Limitation 3 — Pills cannot be used directly in conditions
Condition steps in Flow Designer use a simplified condition builder. Complex comparison logic — combining multiple fields with AND/OR, comparing a field to a computed value — may require a Script step that evaluates the condition and produces a boolean output variable, which the Condition step then checks.
Limitation 4 — Pills from deactivated steps are unavailable
If you deactivate a step that produces pills used by later steps, those downstream steps will fail at runtime. Check for pill dependencies before deactivating steps.
Common data pill mistakes
Mistake 1 — Using a record pill where a field pill is needed
// Wrong — passing a full record pill where a string is needed
Send Email > To: [Look Up User > User Record] // passes the entire record object
// Right — pass the email field pill
Send Email > To: [Look Up User > User Record > Email]

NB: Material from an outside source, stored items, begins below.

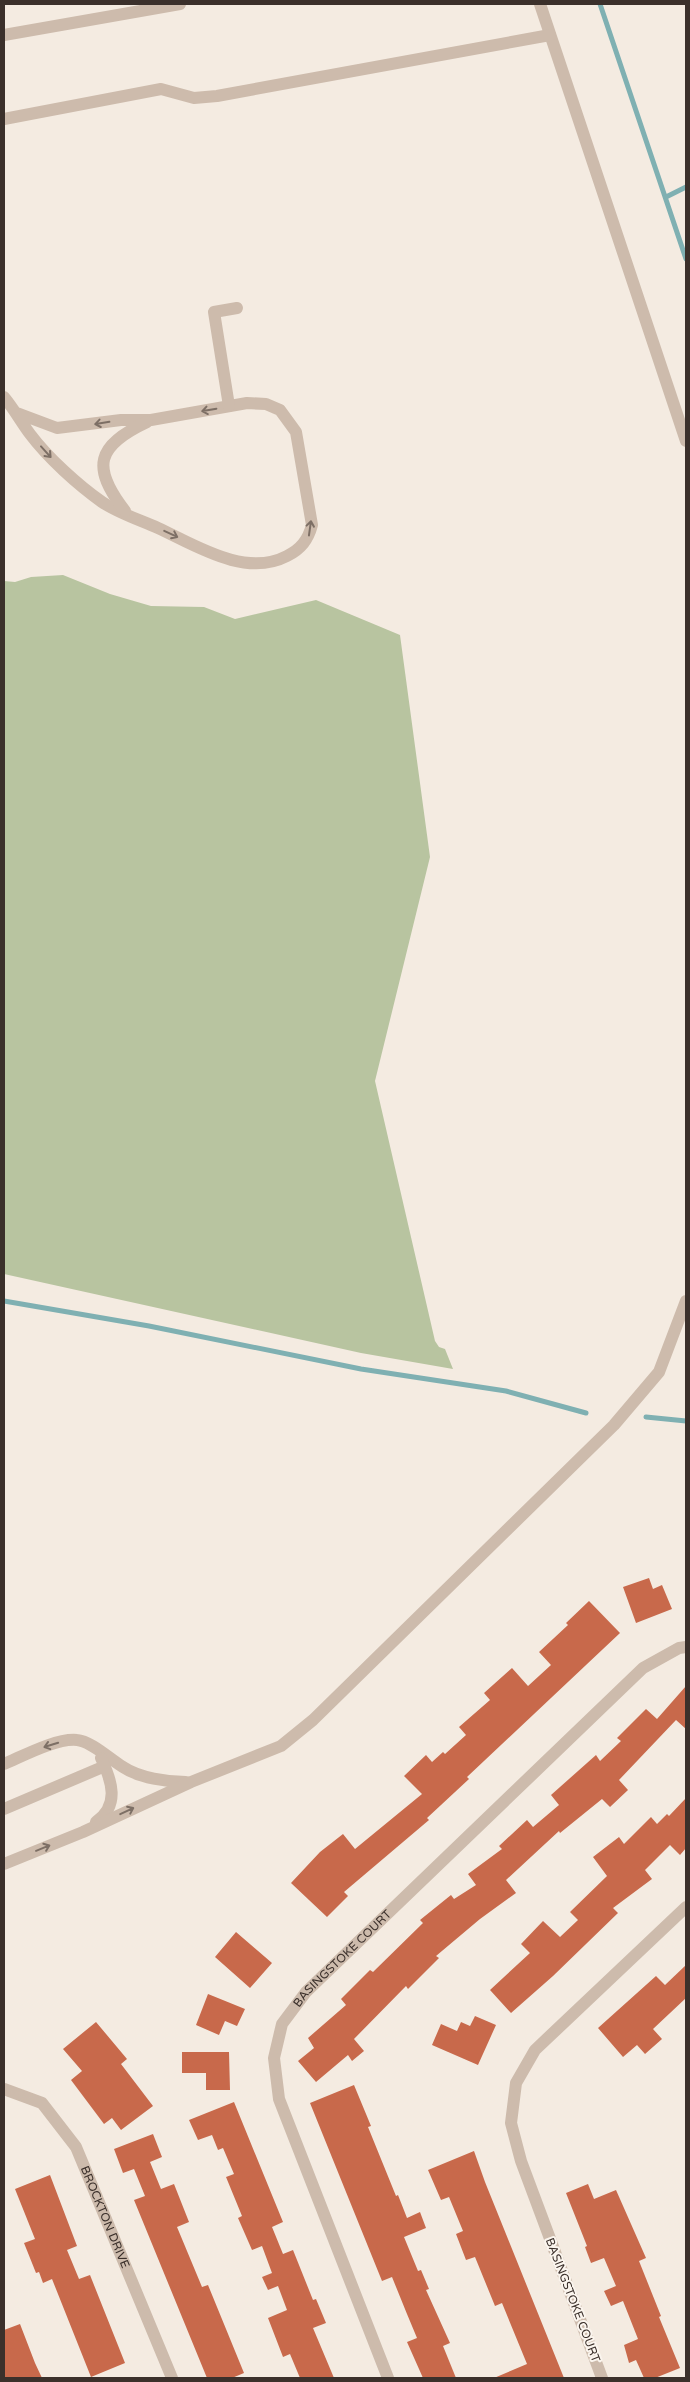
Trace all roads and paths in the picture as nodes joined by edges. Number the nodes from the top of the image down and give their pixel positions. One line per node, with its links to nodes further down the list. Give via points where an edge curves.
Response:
1 (180, 4): 3 (street)
2 (540, 4): 4 (street)
3 (4, 35)
4 (550, 35): 5 (street, via 217,96 194,98 161,89); 11 (street)
5 (4, 118)
6 (236, 308): 8 (street, via 214,312)
7 (4, 397): 9 (street)
8 (229, 406): 10 (street, one-way to 10); 12 (street, one-way to 8, via 204,550 247,563 258,565 283,558 302,546 309,538 312,525 296,432 280,410 266,404)
9 (17, 413): 10 (street, one-way to 9, via 121,420 57,428); 12 (street, one-way to 12, via 49,456 103,503)
10 (151, 420): 12 (street, via 119,437 104,458 108,486)
11 (686, 441)
12 (127, 513)
13 (686, 1301): 18 (street, via 659,1372 614,1425 313,1720 281,1746)
14 (686, 1647): 25 (street, BASINGSTOKE COURT, via 643,1668 306,1992 282,2024 274,2058 279,2099)
15 (97, 1749): 16 (street, one-way to 16, via 77,1740 52,1744); 17 (street); 18 (street, via 125,1769 167,1782)
16 (4, 1764)
17 (105, 1766): 19 (street); 20 (street, via 113,1795 105,1816)
18 (191, 1782): 20 (street, one-way to 18)
19 (4, 1809)
20 (83, 1832): 21 (street, one-way to 20)
21 (4, 1864)
22 (686, 1906): 26 (street, BASINGSTOKE COURT, via 535,2050 516,2083 512,2123 521,2161)
23 (4, 2089): 24 (street, BROCKTON DRIVE, via 42,2103 76,2147)
24 (172, 2378)
25 (388, 2378)
26 (602, 2378)

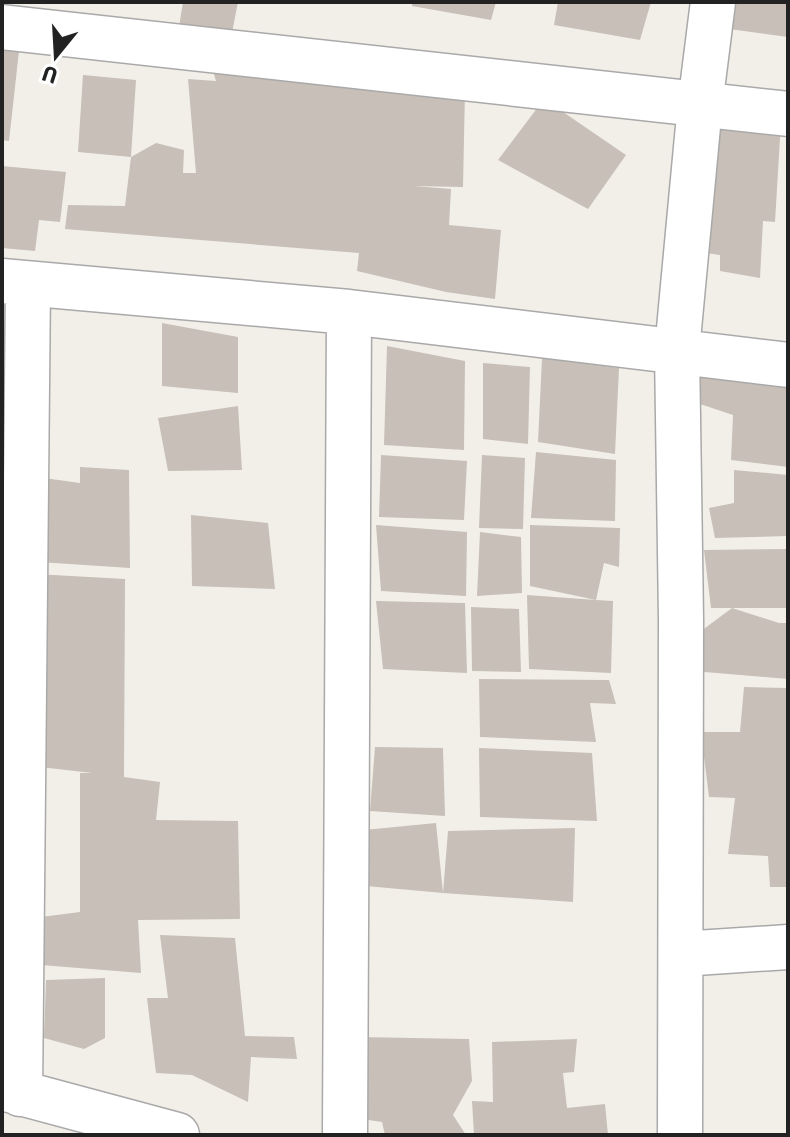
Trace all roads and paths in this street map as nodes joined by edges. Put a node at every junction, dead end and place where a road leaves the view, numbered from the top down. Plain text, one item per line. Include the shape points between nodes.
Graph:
1 (713, 2) edge
2 (2, 27) edge
3 (700, 105) junction
4 (788, 114) edge
5 (15, 282) edge
6 (349, 312) junction
7 (677, 350) junction
8 (788, 365) edge
9 (788, 947) edge
10 (681, 954) junction
11 (11, 1091) edge
12 (177, 1135) edge
13 (345, 1135) edge
14 (680, 1135) edge

1 - 3 street
2 - 3 street
3 - 4 street
3 - 7 street
5 - 6 street
5 - 11 street
6 - 7 street
6 - 13 street
7 - 8 street
7 - 10 street
9 - 10 street
10 - 14 street
11 - 12 street

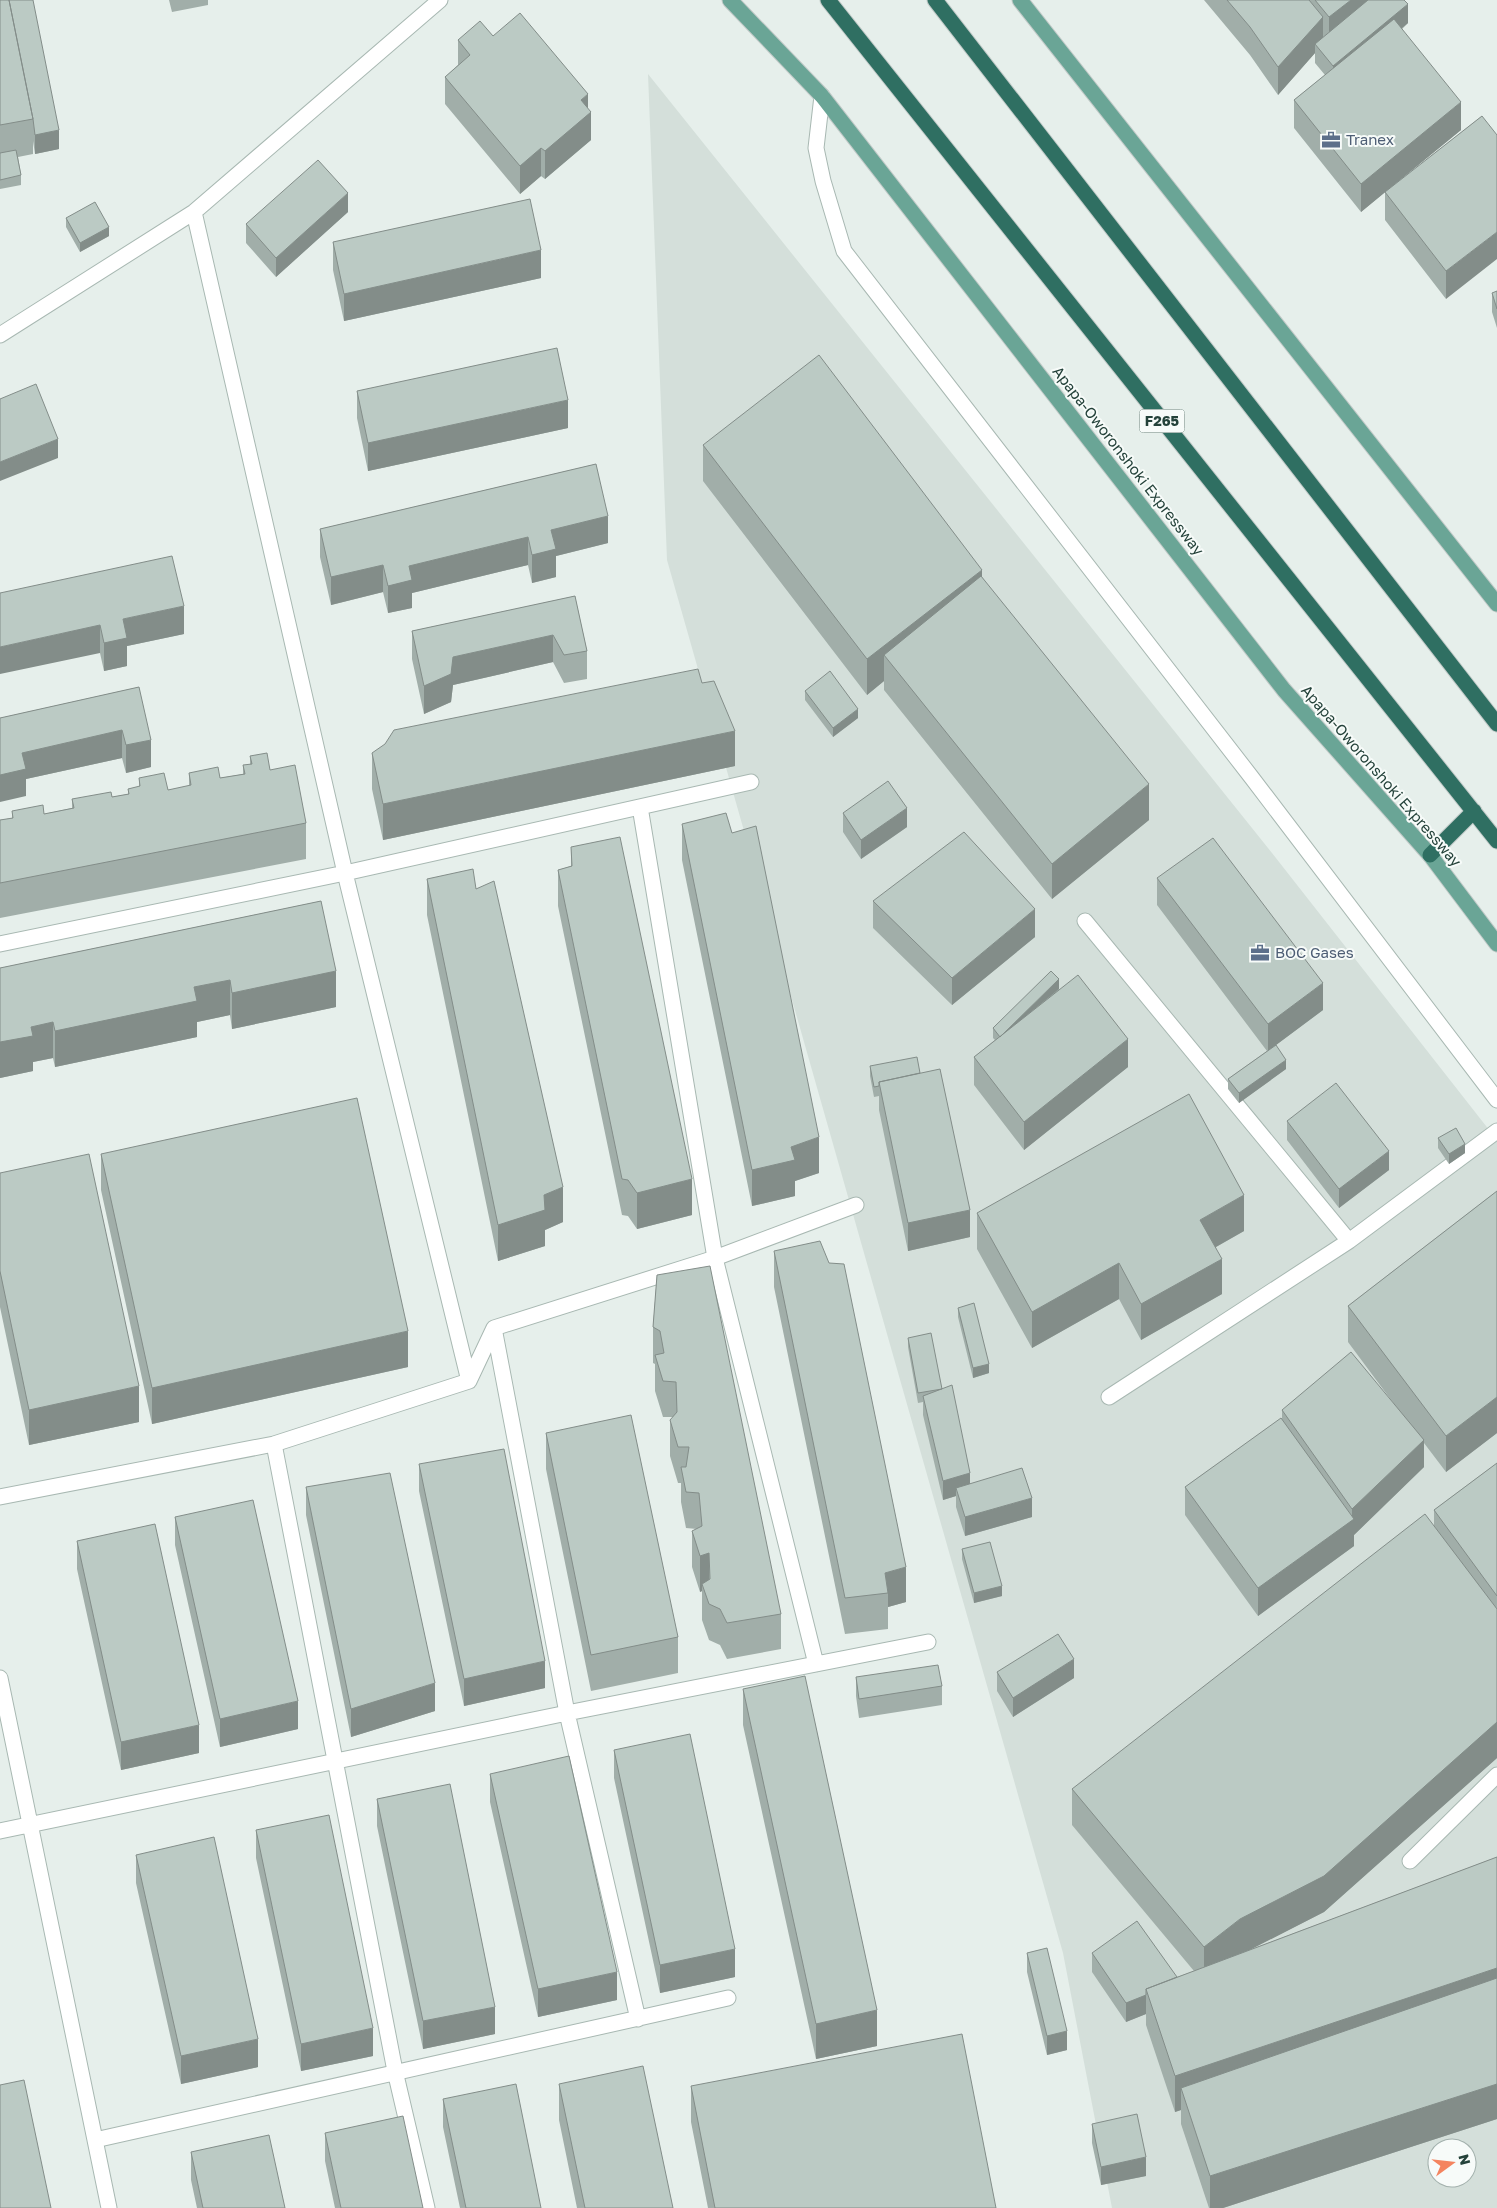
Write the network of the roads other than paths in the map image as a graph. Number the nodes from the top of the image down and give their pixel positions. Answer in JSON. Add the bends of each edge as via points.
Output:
{"nodes":[{"id":1,"x":440,"y":0,"type":"edge"},
{"id":2,"x":730,"y":0,"type":"edge"},
{"id":3,"x":828,"y":0,"type":"edge"},
{"id":4,"x":935,"y":0,"type":"edge"},
{"id":5,"x":1020,"y":0,"type":"edge"},
{"id":6,"x":822,"y":96,"type":"junction"},
{"id":7,"x":194,"y":212,"type":"junction"},
{"id":8,"x":0,"y":335,"type":"edge"},
{"id":9,"x":1497,"y":604,"type":"edge"},
{"id":10,"x":1497,"y":724,"type":"edge"},
{"id":11,"x":751,"y":782,"type":"dead end"},
{"id":12,"x":640,"y":807,"type":"junction"},
{"id":13,"x":1474,"y":811,"type":"junction"},
{"id":14,"x":1497,"y":841,"type":"edge"},
{"id":15,"x":1430,"y":855,"type":"junction"},
{"id":16,"x":345,"y":873,"type":"junction"},
{"id":17,"x":1085,"y":921,"type":"dead end"},
{"id":18,"x":0,"y":944,"type":"edge"},
{"id":19,"x":1497,"y":944,"type":"edge"},
{"id":20,"x":1497,"y":1100,"type":"edge"},
{"id":21,"x":1497,"y":1131,"type":"edge"},
{"id":22,"x":856,"y":1205,"type":"dead end"},
{"id":23,"x":1349,"y":1242,"type":"junction"},
{"id":24,"x":715,"y":1258,"type":"junction"},
{"id":25,"x":494,"y":1328,"type":"junction"},
{"id":26,"x":469,"y":1381,"type":"junction"},
{"id":27,"x":1109,"y":1397,"type":"dead end"},
{"id":28,"x":274,"y":1444,"type":"junction"},
{"id":29,"x":0,"y":1497,"type":"edge"},
{"id":30,"x":928,"y":1642,"type":"dead end"},
{"id":31,"x":816,"y":1664,"type":"junction"},
{"id":32,"x":0,"y":1678,"type":"edge"},
{"id":33,"x":567,"y":1713,"type":"junction"},
{"id":34,"x":334,"y":1762,"type":"junction"},
{"id":35,"x":1497,"y":1775,"type":"edge"},
{"id":36,"x":31,"y":1826,"type":"junction"},
{"id":37,"x":0,"y":1831,"type":"edge"},
{"id":38,"x":1410,"y":1861,"type":"dead end"},
{"id":39,"x":728,"y":1998,"type":"dead end"},
{"id":40,"x":638,"y":2019,"type":"junction"},
{"id":41,"x":395,"y":2071,"type":"junction"},
{"id":42,"x":95,"y":2140,"type":"junction"},
{"id":43,"x":109,"y":2208,"type":"edge"},
{"id":44,"x":427,"y":2208,"type":"edge"}],
"edges":[{"from":1,"to":7,"type":"street"},
{"from":2,"to":6,"type":"main road","name":"Apapa-Oworonshoki Expressway"},
{"from":3,"to":13,"type":"highway","number":"F265"},
{"from":4,"to":10,"type":"highway"},
{"from":5,"to":9,"type":"main road"},
{"from":6,"to":15,"type":"main road","name":"Apapa-Oworonshoki Expressway","via":[[1284,690]]},
{"from":6,"to":20,"type":"street","via":[[816,148],[844,250]]},
{"from":7,"to":8,"type":"street"},
{"from":7,"to":16,"type":"street"},
{"from":11,"to":12,"type":"street"},
{"from":12,"to":16,"type":"street"},
{"from":12,"to":24,"type":"street"},
{"from":13,"to":14,"type":"highway","number":"F265"},
{"from":13,"to":15,"type":"highway"},
{"from":15,"to":19,"type":"main road","name":"Apapa-Oworonshoki Expressway"},
{"from":16,"to":18,"type":"street"},
{"from":16,"to":26,"type":"street"},
{"from":17,"to":23,"type":"street"},
{"from":21,"to":23,"type":"street"},
{"from":22,"to":24,"type":"street"},
{"from":23,"to":27,"type":"street"},
{"from":24,"to":25,"type":"street"},
{"from":24,"to":31,"type":"street"},
{"from":25,"to":26,"type":"street"},
{"from":25,"to":33,"type":"street"},
{"from":26,"to":28,"type":"street"},
{"from":28,"to":29,"type":"street"},
{"from":28,"to":34,"type":"street"},
{"from":30,"to":31,"type":"street"},
{"from":31,"to":33,"type":"street"},
{"from":32,"to":36,"type":"street"},
{"from":33,"to":34,"type":"street"},
{"from":33,"to":40,"type":"street"},
{"from":34,"to":36,"type":"street"},
{"from":34,"to":41,"type":"street"},
{"from":35,"to":38,"type":"street"},
{"from":36,"to":37,"type":"street"},
{"from":36,"to":42,"type":"street"},
{"from":39,"to":40,"type":"street"},
{"from":40,"to":41,"type":"street"},
{"from":41,"to":42,"type":"street"},
{"from":41,"to":44,"type":"street"},
{"from":42,"to":43,"type":"street"}]}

Mistake 2 — Expecting loop pills outside the loop
// Wrong — trying to use a pill from inside the loop after it ends
For Each: Incident Records
→ produces: For Each > Incident Record pill
End of loop
Step: Update Record using "For Each > Incident Record" pill
// Error — this pill is no longer available after the loop
// Right — use flow variables to carry data out of the loop
Mistake 3 — Accessing display value vs raw value incorrectly
When you need a sys_id (to pass to a subflow or use in a REST call), use the Sys ID child pill. When you need the human-readable name (for a notification or log message), use the Name or display field child pill. Mixing these up causes silent failures or incorrect behaviour.